Are you a parent of young kids and you’ve just begun your journey of parenting with financial literacy? We’ve got this article, Let’s Begin With You: 5 Steps To Financial Literacy Parenting, to help you get started.
4. Save money
There are numerous formulas and recommendations out there regarding saving. Just pick one that is suitable for your child! The important thing is that they learn to save.
Saving gives a healthy restraint to spending at the onset. Additionally, it prepares your child for unexpected instances where money must be spent immediately (like in an emergency). Saving is a deposit into your child’s future. Teach your child the value of their future and how saving can serve as a means to achieve that future.
Let your child practice saving early on by having a piggy bank at home and then by opening their own savings account at your local bank. Also, let them be accountable to you by checking on their saving habits from time to time.
During the tween years is a good time to begin teaching about long-term savings goals. Laura Shin, who writes about finance matters for Forbes says that at this age,
“you can shift from the idea of saving for short-term goals to long-term goals. Introduce the concept of compound interest, when you earn interest both on your savings as well as on past interest from your savings.”
What’s important is that saving becomes a habit. Furthermore, children who develop saving as a habit will carry it on into their adult life.
Don’t work for money. Let money work for you. In order to create wealth, you must have multiple streams of income. Although it may seem contrary to the first point, earning money shouldn’t always be in striving or in toiling. Teach your child that there are ways in which money can be earned passively.
Together with your child, research about various profitable mechanisms such as small-medium enterprises (SMEs), businesses, insurance, stocks, equities, portfolios, etc. in which they can allow their money to. Children who invest early have the benefit of time working for them. As they grow older, their investments grow with them.
6. Pay your credit card balance in full and on time
This is a tricky one. And it will only work for your child if healthy habits are in place. if done well, it will reap a great benefit in the future! Teach your children to pay their credit card balance in full and on time.
This habit will improve your credit standing and the rewards granted by credit card companies will be highly beneficial to your child. Furthermore, many of the things they need or want may be obtained freely through exceptional credit standing.

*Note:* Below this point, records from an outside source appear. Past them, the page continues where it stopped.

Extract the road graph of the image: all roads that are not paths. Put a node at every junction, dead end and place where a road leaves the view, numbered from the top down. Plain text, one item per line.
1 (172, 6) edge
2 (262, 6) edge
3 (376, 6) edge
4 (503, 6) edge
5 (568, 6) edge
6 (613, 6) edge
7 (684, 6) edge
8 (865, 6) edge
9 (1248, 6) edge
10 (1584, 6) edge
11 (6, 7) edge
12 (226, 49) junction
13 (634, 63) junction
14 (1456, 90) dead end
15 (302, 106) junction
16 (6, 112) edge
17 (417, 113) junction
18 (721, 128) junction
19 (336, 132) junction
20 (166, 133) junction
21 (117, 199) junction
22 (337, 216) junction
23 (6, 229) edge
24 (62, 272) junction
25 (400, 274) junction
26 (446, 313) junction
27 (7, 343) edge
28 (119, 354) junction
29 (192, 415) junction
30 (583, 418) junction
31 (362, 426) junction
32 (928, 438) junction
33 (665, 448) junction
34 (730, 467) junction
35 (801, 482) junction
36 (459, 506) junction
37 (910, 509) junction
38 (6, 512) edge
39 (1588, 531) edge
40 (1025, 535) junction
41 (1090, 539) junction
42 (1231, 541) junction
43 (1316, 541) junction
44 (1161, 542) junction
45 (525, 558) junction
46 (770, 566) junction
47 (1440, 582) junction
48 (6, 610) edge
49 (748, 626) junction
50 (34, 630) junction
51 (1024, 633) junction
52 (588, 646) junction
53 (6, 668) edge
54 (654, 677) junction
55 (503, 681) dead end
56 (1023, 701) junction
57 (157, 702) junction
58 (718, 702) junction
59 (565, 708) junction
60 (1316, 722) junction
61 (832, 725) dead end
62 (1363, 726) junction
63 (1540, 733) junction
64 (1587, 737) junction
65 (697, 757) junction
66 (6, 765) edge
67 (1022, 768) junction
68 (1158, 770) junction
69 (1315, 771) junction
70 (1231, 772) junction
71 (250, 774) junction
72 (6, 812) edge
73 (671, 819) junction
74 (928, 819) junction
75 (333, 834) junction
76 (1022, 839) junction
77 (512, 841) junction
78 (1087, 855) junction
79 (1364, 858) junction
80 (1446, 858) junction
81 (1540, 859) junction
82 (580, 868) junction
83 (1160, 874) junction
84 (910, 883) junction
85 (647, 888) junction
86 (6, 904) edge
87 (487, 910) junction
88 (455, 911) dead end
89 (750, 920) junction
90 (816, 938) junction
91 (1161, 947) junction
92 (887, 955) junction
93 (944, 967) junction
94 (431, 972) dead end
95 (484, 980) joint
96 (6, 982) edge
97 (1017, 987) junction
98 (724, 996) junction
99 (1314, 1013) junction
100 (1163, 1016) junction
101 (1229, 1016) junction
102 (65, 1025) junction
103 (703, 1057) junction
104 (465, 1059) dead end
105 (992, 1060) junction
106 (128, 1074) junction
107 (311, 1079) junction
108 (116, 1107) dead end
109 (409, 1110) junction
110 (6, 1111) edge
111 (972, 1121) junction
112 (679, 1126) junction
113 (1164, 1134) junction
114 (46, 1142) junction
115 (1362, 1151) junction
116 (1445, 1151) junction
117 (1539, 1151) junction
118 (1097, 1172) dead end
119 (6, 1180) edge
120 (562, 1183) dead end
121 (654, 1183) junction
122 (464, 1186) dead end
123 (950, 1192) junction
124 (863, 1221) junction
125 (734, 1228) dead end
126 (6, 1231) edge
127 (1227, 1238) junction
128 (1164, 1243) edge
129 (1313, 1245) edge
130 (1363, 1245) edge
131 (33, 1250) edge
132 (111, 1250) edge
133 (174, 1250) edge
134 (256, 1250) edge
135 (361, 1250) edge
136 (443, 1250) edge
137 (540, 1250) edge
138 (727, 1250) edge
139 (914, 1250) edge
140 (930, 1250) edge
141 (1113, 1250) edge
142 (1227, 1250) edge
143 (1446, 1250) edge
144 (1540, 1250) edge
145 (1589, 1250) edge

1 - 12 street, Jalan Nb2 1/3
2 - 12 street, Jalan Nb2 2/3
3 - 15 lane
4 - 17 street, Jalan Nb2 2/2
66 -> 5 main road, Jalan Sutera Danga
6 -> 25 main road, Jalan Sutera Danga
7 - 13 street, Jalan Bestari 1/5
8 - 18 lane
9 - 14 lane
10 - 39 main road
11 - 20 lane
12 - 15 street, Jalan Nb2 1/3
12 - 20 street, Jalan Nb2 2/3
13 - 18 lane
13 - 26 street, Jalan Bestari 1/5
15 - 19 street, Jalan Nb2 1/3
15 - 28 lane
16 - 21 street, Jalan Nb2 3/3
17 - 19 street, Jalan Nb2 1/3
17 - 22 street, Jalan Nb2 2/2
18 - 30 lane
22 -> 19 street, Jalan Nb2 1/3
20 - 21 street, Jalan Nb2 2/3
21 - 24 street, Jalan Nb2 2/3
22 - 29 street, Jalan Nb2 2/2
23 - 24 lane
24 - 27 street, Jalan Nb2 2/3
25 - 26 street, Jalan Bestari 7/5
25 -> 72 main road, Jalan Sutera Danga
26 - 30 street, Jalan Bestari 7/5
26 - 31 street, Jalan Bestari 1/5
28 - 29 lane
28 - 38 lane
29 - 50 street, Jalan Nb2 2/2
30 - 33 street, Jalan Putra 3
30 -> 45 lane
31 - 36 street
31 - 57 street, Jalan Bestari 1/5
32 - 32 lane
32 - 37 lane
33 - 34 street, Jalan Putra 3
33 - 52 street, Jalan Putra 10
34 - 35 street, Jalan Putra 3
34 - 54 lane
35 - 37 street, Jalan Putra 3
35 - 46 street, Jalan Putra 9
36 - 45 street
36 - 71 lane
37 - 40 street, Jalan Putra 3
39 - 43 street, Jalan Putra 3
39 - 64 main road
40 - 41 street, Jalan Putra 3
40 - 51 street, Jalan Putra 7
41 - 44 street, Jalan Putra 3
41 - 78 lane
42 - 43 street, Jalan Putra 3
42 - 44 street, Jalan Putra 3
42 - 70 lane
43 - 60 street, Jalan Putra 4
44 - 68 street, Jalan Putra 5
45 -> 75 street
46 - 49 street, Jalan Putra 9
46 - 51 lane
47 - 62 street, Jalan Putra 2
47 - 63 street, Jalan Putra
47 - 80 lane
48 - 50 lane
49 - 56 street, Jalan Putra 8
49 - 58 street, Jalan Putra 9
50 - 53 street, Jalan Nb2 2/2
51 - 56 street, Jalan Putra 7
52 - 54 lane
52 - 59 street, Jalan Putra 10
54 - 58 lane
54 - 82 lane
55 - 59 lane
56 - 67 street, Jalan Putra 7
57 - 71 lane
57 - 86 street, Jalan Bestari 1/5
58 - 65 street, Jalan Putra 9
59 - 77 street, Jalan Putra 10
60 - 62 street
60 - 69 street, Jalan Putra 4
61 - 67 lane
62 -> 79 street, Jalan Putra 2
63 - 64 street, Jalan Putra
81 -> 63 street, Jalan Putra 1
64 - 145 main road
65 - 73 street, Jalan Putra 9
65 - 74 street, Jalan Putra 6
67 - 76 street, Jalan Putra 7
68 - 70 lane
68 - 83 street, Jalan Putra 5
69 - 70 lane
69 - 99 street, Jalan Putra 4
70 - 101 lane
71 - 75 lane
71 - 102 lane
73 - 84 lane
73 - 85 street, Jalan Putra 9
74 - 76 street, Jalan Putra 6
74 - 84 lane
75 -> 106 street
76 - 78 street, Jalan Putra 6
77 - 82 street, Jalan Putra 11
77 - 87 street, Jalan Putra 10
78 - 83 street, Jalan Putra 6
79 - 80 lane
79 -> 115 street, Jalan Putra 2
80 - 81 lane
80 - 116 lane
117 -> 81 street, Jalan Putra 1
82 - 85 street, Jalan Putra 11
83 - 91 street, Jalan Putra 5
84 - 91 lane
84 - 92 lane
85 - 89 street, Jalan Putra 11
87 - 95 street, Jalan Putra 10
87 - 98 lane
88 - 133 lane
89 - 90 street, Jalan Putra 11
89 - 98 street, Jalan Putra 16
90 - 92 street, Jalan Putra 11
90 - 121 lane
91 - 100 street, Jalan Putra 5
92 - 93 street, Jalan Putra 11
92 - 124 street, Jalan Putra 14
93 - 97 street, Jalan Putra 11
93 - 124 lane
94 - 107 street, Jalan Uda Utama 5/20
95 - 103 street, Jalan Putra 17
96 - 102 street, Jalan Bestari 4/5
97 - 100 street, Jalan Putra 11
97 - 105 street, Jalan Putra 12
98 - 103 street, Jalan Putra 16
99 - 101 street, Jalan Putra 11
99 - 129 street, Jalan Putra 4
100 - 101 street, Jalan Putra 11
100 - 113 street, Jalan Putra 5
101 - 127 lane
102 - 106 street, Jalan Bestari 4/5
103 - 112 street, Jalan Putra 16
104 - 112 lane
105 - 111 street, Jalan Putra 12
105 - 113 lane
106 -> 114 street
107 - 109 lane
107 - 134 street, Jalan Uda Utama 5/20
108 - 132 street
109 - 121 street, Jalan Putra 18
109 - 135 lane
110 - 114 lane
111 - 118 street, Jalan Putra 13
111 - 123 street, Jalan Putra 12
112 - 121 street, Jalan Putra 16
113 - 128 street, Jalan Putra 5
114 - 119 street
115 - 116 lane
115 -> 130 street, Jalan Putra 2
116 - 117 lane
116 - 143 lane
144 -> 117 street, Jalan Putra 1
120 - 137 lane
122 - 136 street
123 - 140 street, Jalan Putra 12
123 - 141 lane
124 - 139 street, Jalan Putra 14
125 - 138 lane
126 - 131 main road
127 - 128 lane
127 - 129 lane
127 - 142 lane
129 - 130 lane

Money isn’t just for yourself or for your immediate family. One of the best attitudes towards money is that your wealth ought to be shared for the benefit of others. Teach your child the value of helping someone in need. Explain to them the reason why they it is good to help others and how serving others grows one’s love and appreciation of a person’s intrinsic value.
Train them to love others through giving. Search for a charitable organisation in your local community of a cause or advocacy which your child would love to support. Make sure it’s something they relate with and are emphatic about. For example, if your child likes animals, go for an animal welfare center. If he or she loves nature, there are always environmental groups that he or she can be a part of through giving.
If they learn this early it will become a lifelong habit.
Teach them to set aside a portion of their allowance for others and watch the bountiful benefits this will do for your children. Children who learn to give will grow up to be responsible, conscientious stewards of wealth.
As a parent, teaching financial literacy to your children is a process. Your child will not get this overnight. That’s all right. But make sure to guide them through their financial journey in both the triumphs and their failures. And create meaningful memories with your children regarding money. Also, partner with them for their growth, development, and success. Through these tested pieces of advice, money will serve you and your children and not the other way around.